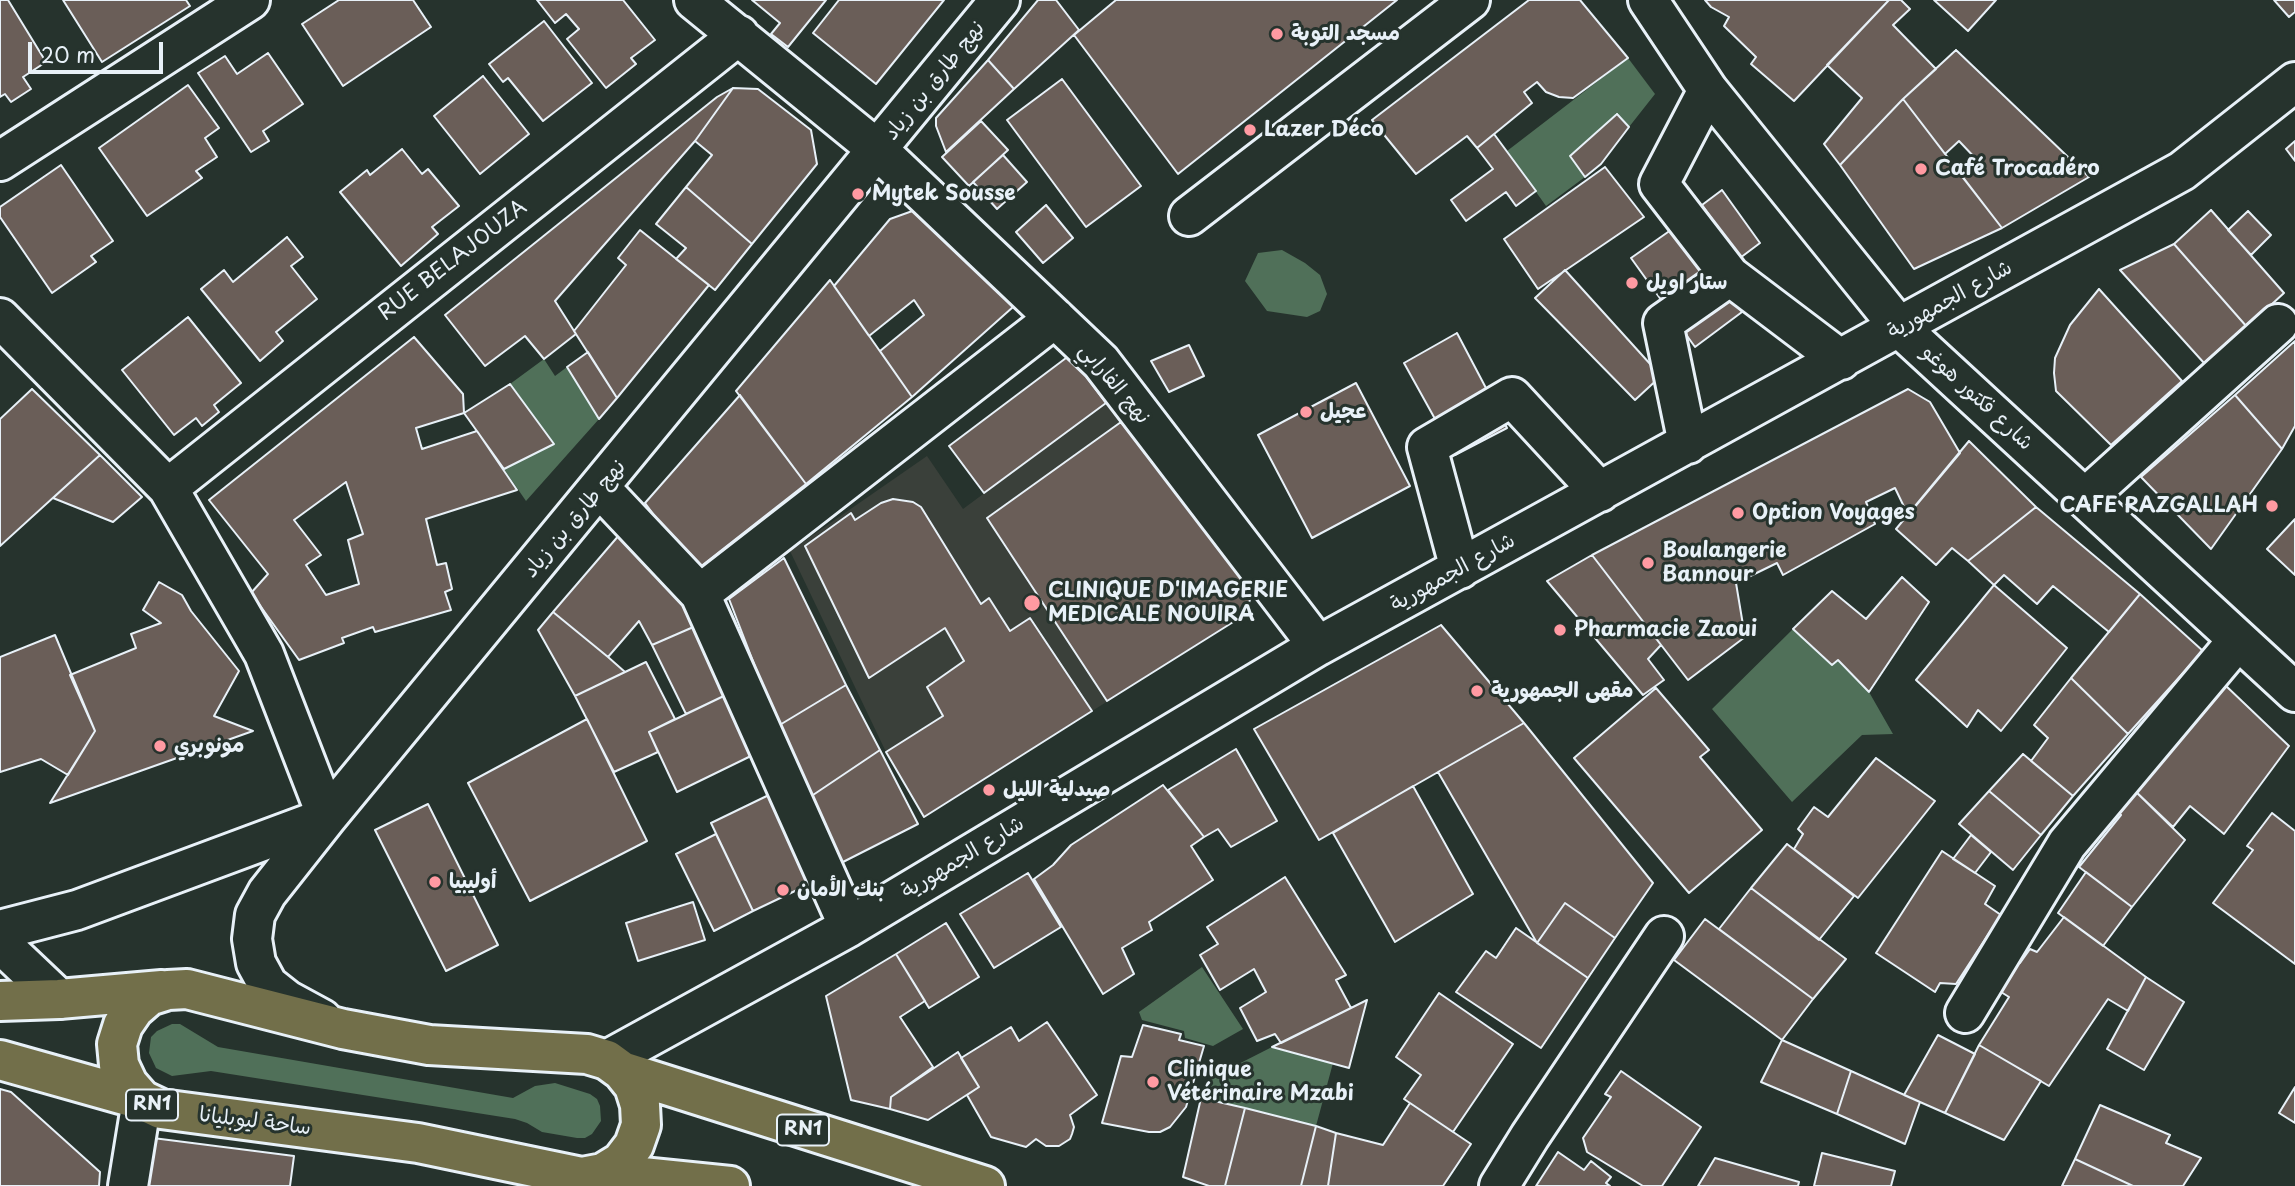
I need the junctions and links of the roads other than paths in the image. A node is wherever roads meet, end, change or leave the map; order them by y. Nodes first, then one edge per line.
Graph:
1 (250, 0) edge
2 (694, 0) edge
3 (1000, 0) edge
4 (1470, 0) edge
5 (1648, 0) edge
6 (739, 35) junction
7 (2295, 82) edge
8 (1708, 90) junction
9 (878, 150) junction
10 (0, 162) edge
11 (1189, 216) dead end
12 (1730, 276) junction
13 (0, 318) edge
14 (1055, 318) junction
15 (2278, 324) dead end
16 (1900, 327) junction
17 (1841, 360) junction
18 (1688, 444) junction
19 (168, 488) junction
20 (600, 488) junction
21 (1600, 492) junction
22 (2085, 498) junction
23 (1460, 569) junction
24 (700, 594) junction
25 (2238, 640) junction
26 (1318, 646) junction
27 (2295, 692) edge
28 (327, 817) junction
29 (849, 927) junction
30 (0, 930) edge
31 (1664, 936) dead end
32 (0, 943) edge
33 (168, 990) junction
34 (59, 999) junction
35 (0, 1001) edge
36 (1965, 1013) dead end
37 (343, 1029) junction
38 (0, 1060) edge
39 (615, 1065) junction
40 (142, 1100) junction
41 (602, 1179) edge
42 (128, 1186) edge
43 (730, 1186) edge
44 (985, 1186) edge
45 (1499, 1186) edge

1 - 10 street
2 - 6 street, نهج الفارابي
3 - 9 street, نهج طارق بن زياد
4 - 11 street
5 - 8 street, شارع فكتور هوغو
6 - 9 street, نهج الفارابي
6 - 19 street, RUE BELAJOUZA
7 - 16 street, شارع الجمهورية
8 - 12 street
8 - 16 street, شارع فكتور هوغو
9 - 14 street, نهج الفارابي
9 - 20 street, نهج طارق بن زياد
12 - 17 street
12 - 18 street
13 - 19 street
14 - 24 street
14 - 26 street, نهج الفارابي
15 - 22 street
16 - 17 street, شارع الجمهورية
16 - 22 street, شارع فكتور هوغو
17 - 18 street, شارع الجمهورية
18 - 21 street, شارع الجمهورية
19 - 28 street
20 - 24 street
20 - 28 street, نهج طارق بن زياد
21 - 23 street, شارع الجمهورية
21 - 23 street
22 - 25 street, شارع فكتور هوغو
23 - 26 street, شارع الجمهورية
24 - 29 street
25 - 27 street, شارع فكتور هوغو
25 - 36 street
26 - 29 street, شارع الجمهورية
28 - 30 street
28 - 37 street, نهج طارق بن زياد
29 - 39 street, شارع الجمهورية
31 - 45 street
32 - 34 street
33 - 34 main road, RN1
33 - 37 main road, RN1
33 - 40 main road, RN1
34 - 35 main road, RN1
37 - 39 main road, RN1
38 - 40 main road, RN1
39 - 41 main road
39 - 44 main road, RN1
40 - 41 main road, ساحة ليوبليانا / RN1
40 - 42 street
41 - 43 main road, RN1

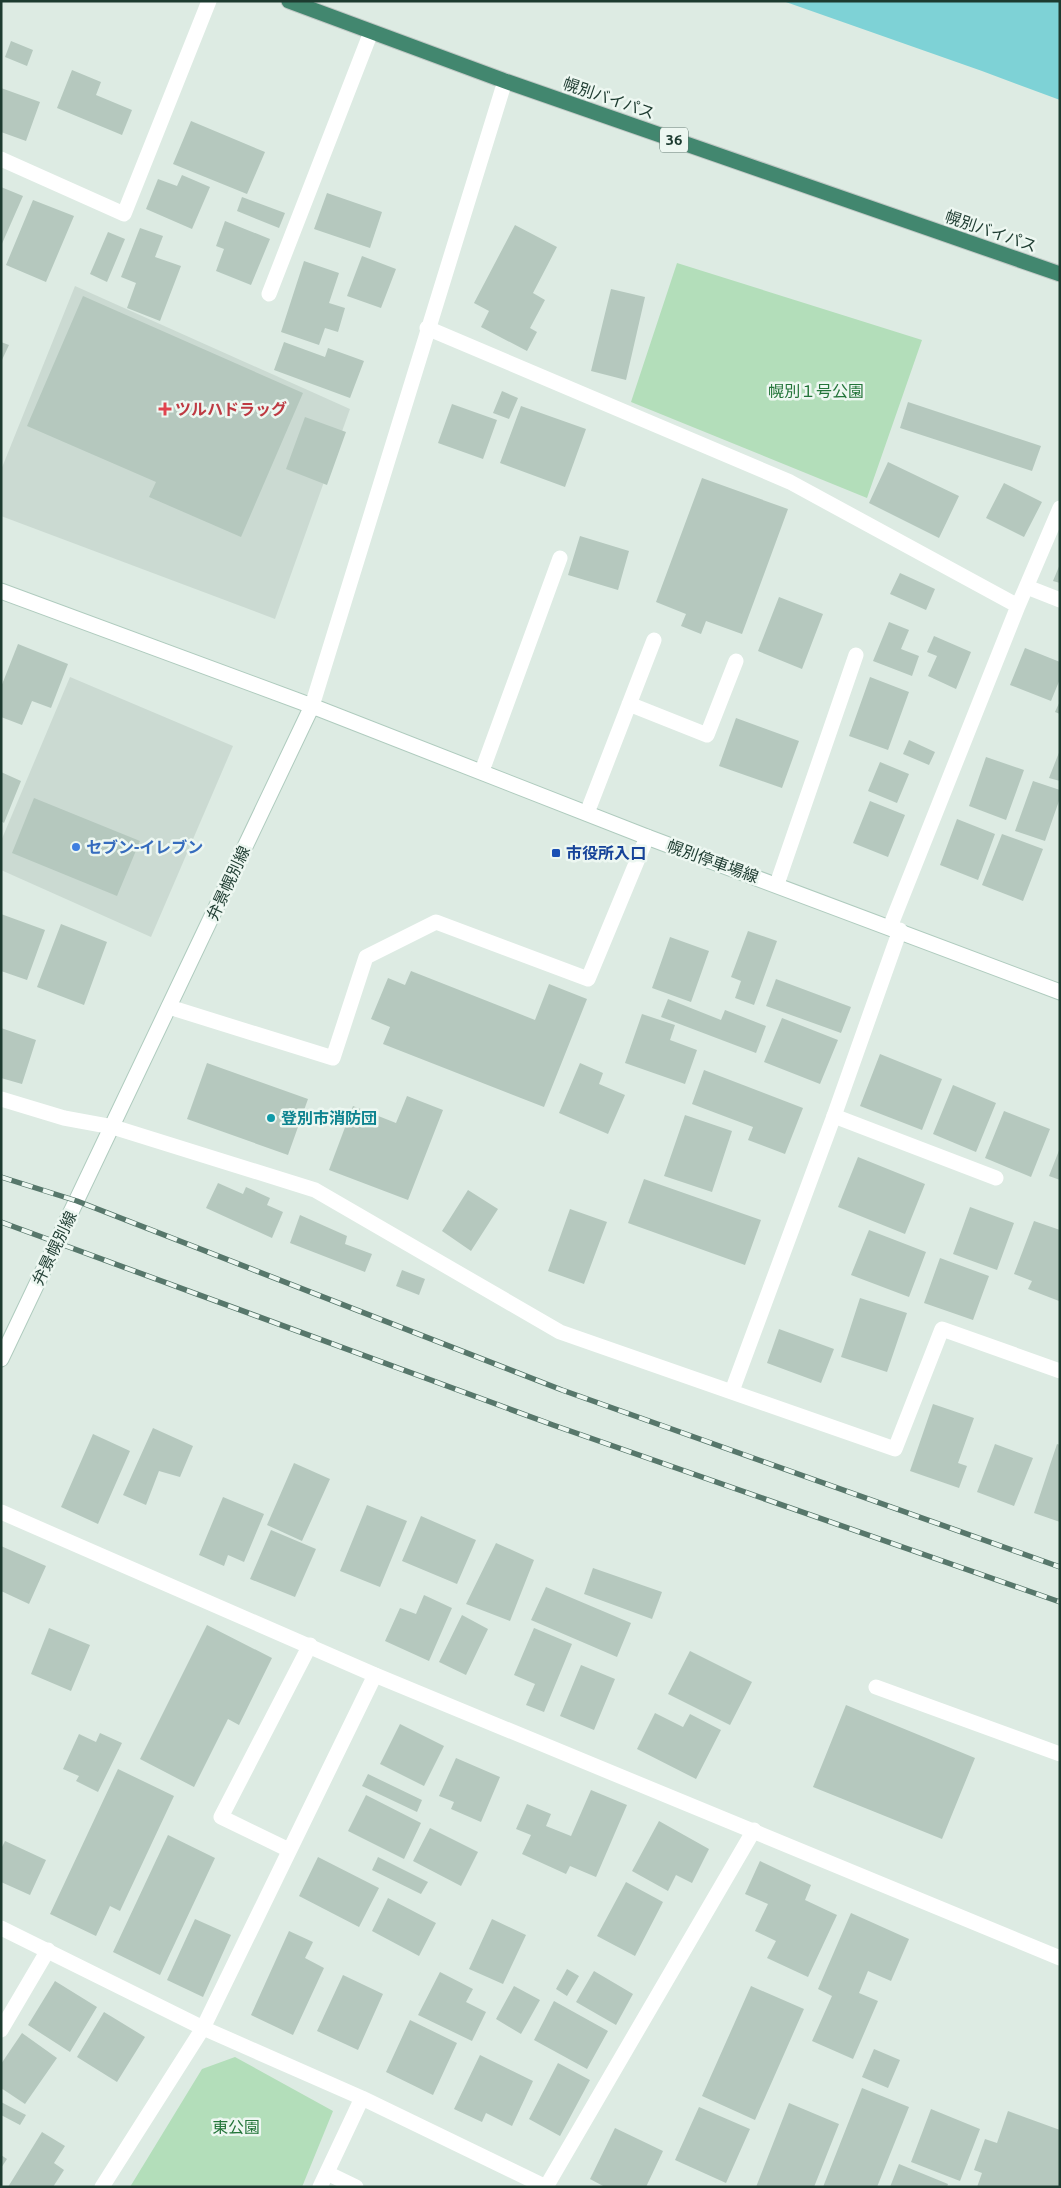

--

:: What is being asked ::
The expected answer is the listing above, duplicated exactly, with its pictures removed.

:: Task solution ::
I need the junctions and links of the roads other than paths in the image. A node is wherever roads meet, end, change or leave the map; order them by y. Nodes first, then one edge per line.
Graph:
1 (250, 0) edge
2 (694, 0) edge
3 (1000, 0) edge
4 (1470, 0) edge
5 (1648, 0) edge
6 (739, 35) junction
7 (2295, 82) edge
8 (1708, 90) junction
9 (878, 150) junction
10 (0, 162) edge
11 (1189, 216) dead end
12 (1730, 276) junction
13 (0, 318) edge
14 (1055, 318) junction
15 (2278, 324) dead end
16 (1900, 327) junction
17 (1841, 360) junction
18 (1688, 444) junction
19 (168, 488) junction
20 (600, 488) junction
21 (1600, 492) junction
22 (2085, 498) junction
23 (1460, 569) junction
24 (700, 594) junction
25 (2238, 640) junction
26 (1318, 646) junction
27 (2295, 692) edge
28 (327, 817) junction
29 (849, 927) junction
30 (0, 930) edge
31 (1664, 936) dead end
32 (0, 943) edge
33 (168, 990) junction
34 (59, 999) junction
35 (0, 1001) edge
36 (1965, 1013) dead end
37 (343, 1029) junction
38 (0, 1060) edge
39 (615, 1065) junction
40 (142, 1100) junction
41 (602, 1179) edge
42 (128, 1186) edge
43 (730, 1186) edge
44 (985, 1186) edge
45 (1499, 1186) edge

1 - 10 street
2 - 6 street, نهج الفارابي
3 - 9 street, نهج طارق بن زياد
4 - 11 street
5 - 8 street, شارع فكتور هوغو
6 - 9 street, نهج الفارابي
6 - 19 street, RUE BELAJOUZA
7 - 16 street, شارع الجمهورية
8 - 12 street
8 - 16 street, شارع فكتور هوغو
9 - 14 street, نهج الفارابي
9 - 20 street, نهج طارق بن زياد
12 - 17 street
12 - 18 street
13 - 19 street
14 - 24 street
14 - 26 street, نهج الفارابي
15 - 22 street
16 - 17 street, شارع الجمهورية
16 - 22 street, شارع فكتور هوغو
17 - 18 street, شارع الجمهورية
18 - 21 street, شارع الجمهورية
19 - 28 street
20 - 24 street
20 - 28 street, نهج طارق بن زياد
21 - 23 street, شارع الجمهورية
21 - 23 street
22 - 25 street, شارع فكتور هوغو
23 - 26 street, شارع الجمهورية
24 - 29 street
25 - 27 street, شارع فكتور هوغو
25 - 36 street
26 - 29 street, شارع الجمهورية
28 - 30 street
28 - 37 street, نهج طارق بن زياد
29 - 39 street, شارع الجمهورية
31 - 45 street
32 - 34 street
33 - 34 main road, RN1
33 - 37 main road, RN1
33 - 40 main road, RN1
34 - 35 main road, RN1
37 - 39 main road, RN1
38 - 40 main road, RN1
39 - 41 main road
39 - 44 main road, RN1
40 - 41 main road, ساحة ليوبليانا / RN1
40 - 42 street
41 - 43 main road, RN1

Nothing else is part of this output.